If the above quotes mean anything (they preface The Wracked) they illustrate that eternal dilemma between our sense of discreet self and the public gaze which to some extent determines that self. The body, the flesh, our skin, exists as a battleground, a limen, over which and through which we struggle as a private individual and a public body. We are the actor to our own audience in many ways. It is the skin which marks, is scored by, that internal/external struggle.It is not accidental that the Greek word for the body – soma – derives from their word for the prison . . .
Which leads me back to that question about why should I expect an audience for the plays which I write?
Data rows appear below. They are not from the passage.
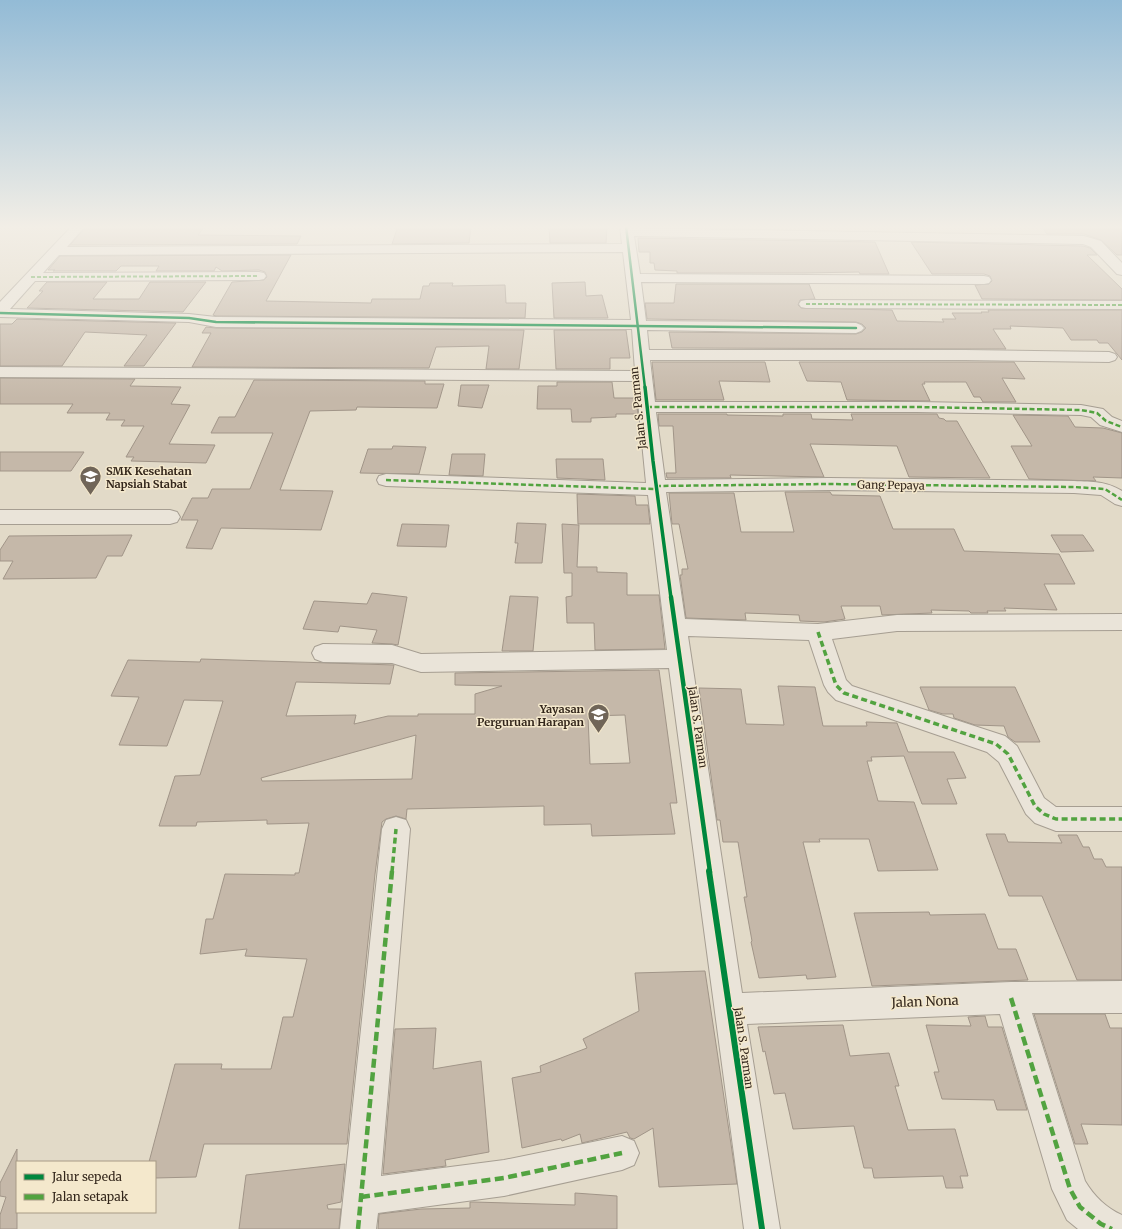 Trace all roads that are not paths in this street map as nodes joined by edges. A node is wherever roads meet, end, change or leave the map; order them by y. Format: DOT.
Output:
graph roads {
  1 [pos="25,283"];
  2 [pos="635,283"];
  3 [pos="806,304"];
  4 [pos="1122,305"];
  5 [pos="0,312"];
  6 [pos="639,324"];
  7 [pos="856,328"];
  8 [pos="1109,358"];
  9 [pos="643,366"];
  10 [pos="0,372"];
  11 [pos="647,407"];
  12 [pos="1122,427"];
  13 [pos="386,480"];
  14 [pos="656,487"];
  15 [pos="1122,500"];
  16 [pos="0,517"];
  17 [pos="170,517"];
  18 [pos="1122,622"];
  19 [pos="675,627"];
  20 [pos="818,632"];
  21 [pos="322,653"];
  22 [pos="680,659"];
  23 [pos="1122,819"];
  24 [pos="396,828"];
  25 [pos="1122,997"];
  26 [pos="1011,998"];
  27 [pos="729,1009"];
  28 [pos="622,1153"];
  29 [pos="360,1213"];
  30 [pos="762,1229"];
  31 [pos="1112,1229"];
  1 -- 5 [label="street"];
  2 -- 6 [label="street, Jalan S. Parman"];
  3 -- 4 [label="street"];
  5 -- 6 [label="street"];
  6 -- 7 [label="street"];
  6 -- 9 [label="street, Jalan S. Parman"];
  8 -- 9 [label="street"];
  9 -- 10 [label="street"];
  9 -- 11 [label="street, Jalan S. Parman"];
  11 -- 12 [label="street"];
  11 -- 14 [label="street, Jalan S. Parman"];
  13 -- 14 [label="street, Gang Pepaya"];
  14 -- 15 [label="street, Gang Pepaya"];
  14 -- 19 [label="street, Jalan S. Parman"];
  16 -- 17 [label="street"];
  18 -- 20 [label="street"];
  19 -- 20 [label="street"];
  19 -- 22 [label="street, Jalan S. Parman"];
  20 -- 23 [label="street"];
  21 -- 22 [label="street"];
  22 -- 27 [label="street, Jalan S. Parman"];
  24 -- 29 [label="street"];
  25 -- 26 [label="street, Jalan Nona"];
  26 -- 27 [label="street, Jalan Nona"];
  26 -- 31 [label="street"];
  27 -- 30 [label="street, Jalan S. Parman"];
  28 -- 29 [label="street"];
}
These solipsistic dreams I conjure up? Theatre allows a single nightmare to breathe in front of a crowd, yes, but what does that accomplish? Why not write what I call ‘broom-cupboard’ plays? Plays with one or two characters that might as well be set in a closet for all the scope that allows? Because I passionately believe that watching characters stumble and fail outside that pale – characters who inhabit a fable-like world that bruises them in an act of love – is to invite an audience into a world where their skin is endangered. To watch an actor inhabit an unknowable world is to live beyond the pale failingly among others who also are perhaps stumbling along with you. Of course it is a idle fancy – a whim which that damned Witkacy stoked up in me – but I can’t get it out of my head. That the stage alone deserves the most obscure and opaque stories for no other reason than it exists before that most ancient assembly – the crowd, the public, the spectacle – that mirror we all fear and yearn for.
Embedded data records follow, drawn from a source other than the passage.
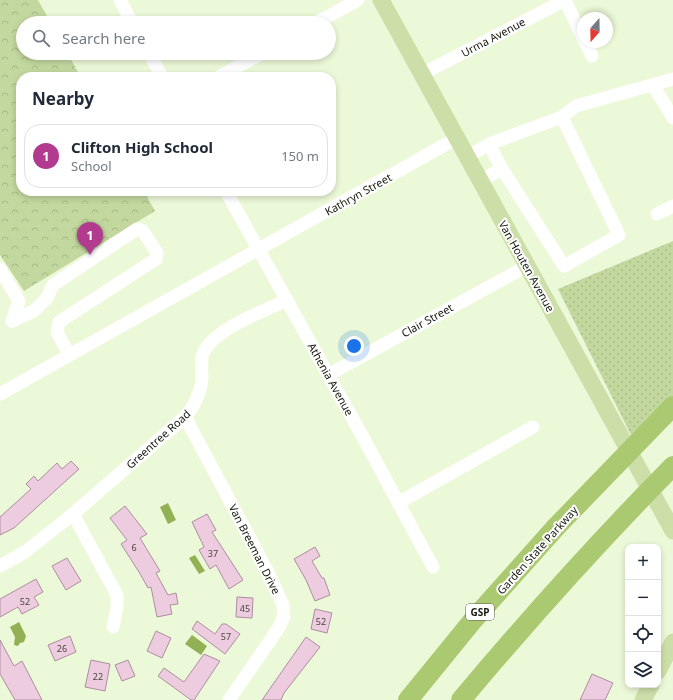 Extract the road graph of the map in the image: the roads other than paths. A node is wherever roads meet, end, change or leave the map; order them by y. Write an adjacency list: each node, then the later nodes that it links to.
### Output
1 (120, 0): 5 (street)
2 (358, 0): 6 (street)
3 (381, 0): 14 (main road, Van Houten Avenue)
4 (565, 0): 7 (street); 14 (street, Urma Avenue)
5 (128, 16)
6 (329, 16)
7 (577, 25)
8 (588, 48): 9 (street)
9 (592, 56)
10 (153, 60): 12 (street)
11 (249, 60): 13 (street)
12 (159, 72)
13 (228, 72)
14 (422, 74): 19 (main road, Van Houten Avenue)
15 (673, 79): 16 (street)
16 (653, 85): 17 (street); 18 (street)
17 (562, 117): 20 (street); 22 (street)
18 (673, 118)
19 (457, 138): 21 (main road, Van Houten Avenue); 27 (street, Kathryn Street)
20 (489, 144): 21 (street); 22 (street)
21 (467, 157): 23 (main road, Van Houten Avenue)
22 (502, 169): 23 (street)
23 (480, 181): 28 (main road, Van Houten Avenue)
24 (229, 196): 27 (street, Athenia Avenue)
25 (673, 206): 26 (street)
26 (658, 214)
27 (259, 249): 30 (street, Athenia Avenue); 31 (street, Kathryn Street)
28 (526, 266): 32 (street, Clair Street); 40 (main road, Van Houten Avenue)
29 (0, 269): 31 (street)
30 (287, 300): 32 (street, Athenia Avenue); 35 (street, Greentree Road)
31 (69, 354): 33 (street, Kathryn Street)
32 (328, 375): 38 (street, Athenia Avenue)
33 (0, 394)
34 (673, 406): 48 (highway, Garden State Parkway / GSP)
35 (185, 417): 39 (street, Greentree Road); 47 (street, Van Breeman Drive)
36 (533, 427): 38 (street)
37 (673, 466): 49 (highway)
38 (398, 503): 42 (street, Athenia Avenue)
39 (73, 514): 41 (street, Greentree Road); 43 (street)
40 (673, 531)
41 (0, 566)
42 (433, 568)
43 (113, 627)
44 (673, 642): 45 (main road)
45 (661, 665)
46 (649, 688): 50 (main road)
47 (229, 700)
48 (408, 700)
49 (461, 700)
50 (643, 700)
Tomás (Alone with Sphincter. He shivers in the dark.) – Still crawling? Can’t help but admire the desire – huh, rhyming now. Pathetic, this little scene. Me here, you here. Always crawling back. To what? (Gabriella’s laughter breezes past.) Hate that. Her. Her endless capacity to provoke an indulgence. In me. Us . . . But won’t give in – or yield an inch of this Realm, its endless shift, its gently gliding gardens that enfold you like petals, like blossom . . . Will deny this ‘middle man’ situation, Sphincter. No choice but . . . The compulsion of denial is more erotic than desire, you see? Desire is the flight into oblivion, the ecstacy of surrender to another’s divinity . . . Which is rather banal, really. Results in the prostitution of humanity, the exchange of flesh for spirit . . . But denial is the revenge of flesh, its callow laugh in the face of poetry. Flesh spits back. And how joyous it is. Denying the sublime can only exhalt the salt of my body. My salt. My flesh – will not yield it up. Prefer saliva to wine, see? Keep the edge of my body, its dirt and hair, intact. To myself, my self . . . So, no more middle men unravelling into the future. Or the past . . . Tomás de Torquemada, Dominican Prior of the convent of Segovia, at the Court of Ferdinand of Aragon. Credo.
(Laughter echoes his words in irony. Tomás, irritated, scoops Sphincter up and turns to face upstage. Shapes move drunkenly through the Back Cloth – phantoms which mingle with the folds and rents. Distant banging can be heard, like a staff pounding upon an iron portal. It is slow and tedious. The figures drift downstage, dragging bits of the Back Cloth with them as though caught in a net. Tomás takes a step backwards and raises the taper over his tonsured head.)